§ **Exercise details**
The required result is the number of lines in this material containing the word "Pahlawan". Write that number and no other text.

=== Begin Enclosure ===

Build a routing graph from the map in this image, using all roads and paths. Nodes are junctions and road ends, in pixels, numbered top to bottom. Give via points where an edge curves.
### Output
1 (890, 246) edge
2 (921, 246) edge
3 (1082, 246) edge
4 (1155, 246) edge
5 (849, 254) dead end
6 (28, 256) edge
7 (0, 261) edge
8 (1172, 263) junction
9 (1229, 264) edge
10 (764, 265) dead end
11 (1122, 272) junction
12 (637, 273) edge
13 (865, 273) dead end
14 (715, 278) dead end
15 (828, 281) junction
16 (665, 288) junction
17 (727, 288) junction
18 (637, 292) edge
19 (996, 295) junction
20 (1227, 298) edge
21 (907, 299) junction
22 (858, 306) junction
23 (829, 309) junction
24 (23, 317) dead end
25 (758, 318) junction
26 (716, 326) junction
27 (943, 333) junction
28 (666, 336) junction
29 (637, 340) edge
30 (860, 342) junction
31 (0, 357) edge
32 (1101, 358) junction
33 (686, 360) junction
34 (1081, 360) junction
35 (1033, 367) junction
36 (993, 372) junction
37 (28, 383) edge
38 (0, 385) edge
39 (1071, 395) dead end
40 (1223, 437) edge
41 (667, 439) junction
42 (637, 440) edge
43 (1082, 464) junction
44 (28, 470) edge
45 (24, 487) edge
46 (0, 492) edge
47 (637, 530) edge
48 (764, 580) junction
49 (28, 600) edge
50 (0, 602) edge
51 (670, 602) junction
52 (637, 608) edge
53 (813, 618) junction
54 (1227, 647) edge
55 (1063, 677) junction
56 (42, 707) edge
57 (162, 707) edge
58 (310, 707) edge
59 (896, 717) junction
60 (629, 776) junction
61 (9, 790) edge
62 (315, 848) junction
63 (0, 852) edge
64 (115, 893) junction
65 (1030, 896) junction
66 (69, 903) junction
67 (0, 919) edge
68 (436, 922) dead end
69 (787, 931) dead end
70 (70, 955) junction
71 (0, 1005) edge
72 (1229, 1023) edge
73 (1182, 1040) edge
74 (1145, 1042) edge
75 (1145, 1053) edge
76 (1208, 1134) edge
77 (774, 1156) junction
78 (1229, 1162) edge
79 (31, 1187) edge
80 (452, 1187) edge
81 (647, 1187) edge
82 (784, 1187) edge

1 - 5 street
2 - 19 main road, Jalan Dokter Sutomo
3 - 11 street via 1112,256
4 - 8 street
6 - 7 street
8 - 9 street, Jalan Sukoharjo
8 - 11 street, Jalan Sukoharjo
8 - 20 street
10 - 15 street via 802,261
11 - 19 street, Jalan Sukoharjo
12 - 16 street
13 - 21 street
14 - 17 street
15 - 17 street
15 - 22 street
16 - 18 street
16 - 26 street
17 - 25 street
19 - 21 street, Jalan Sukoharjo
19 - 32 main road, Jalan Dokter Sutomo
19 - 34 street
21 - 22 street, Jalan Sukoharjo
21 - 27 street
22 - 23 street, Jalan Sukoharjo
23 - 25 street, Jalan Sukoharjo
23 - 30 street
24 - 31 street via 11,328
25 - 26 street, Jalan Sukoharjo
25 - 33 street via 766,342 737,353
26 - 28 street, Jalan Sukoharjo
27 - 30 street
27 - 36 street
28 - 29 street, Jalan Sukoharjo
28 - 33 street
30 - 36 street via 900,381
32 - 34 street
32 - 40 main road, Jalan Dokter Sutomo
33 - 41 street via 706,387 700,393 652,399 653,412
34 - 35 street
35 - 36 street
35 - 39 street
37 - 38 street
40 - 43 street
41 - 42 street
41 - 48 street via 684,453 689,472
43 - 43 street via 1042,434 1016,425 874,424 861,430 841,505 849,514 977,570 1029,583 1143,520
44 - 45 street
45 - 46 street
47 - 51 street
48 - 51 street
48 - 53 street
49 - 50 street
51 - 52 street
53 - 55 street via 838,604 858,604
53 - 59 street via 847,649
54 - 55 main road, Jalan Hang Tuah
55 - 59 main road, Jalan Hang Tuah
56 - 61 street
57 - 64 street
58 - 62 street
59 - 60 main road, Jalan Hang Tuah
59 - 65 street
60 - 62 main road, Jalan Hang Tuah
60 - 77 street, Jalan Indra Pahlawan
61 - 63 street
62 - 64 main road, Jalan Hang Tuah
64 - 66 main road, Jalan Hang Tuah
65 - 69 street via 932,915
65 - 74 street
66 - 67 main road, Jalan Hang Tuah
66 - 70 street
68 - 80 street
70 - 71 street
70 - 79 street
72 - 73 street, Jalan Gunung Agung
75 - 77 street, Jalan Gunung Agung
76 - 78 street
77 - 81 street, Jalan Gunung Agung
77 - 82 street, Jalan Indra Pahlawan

=== End Enclosure ===

§ **Expected answer**
2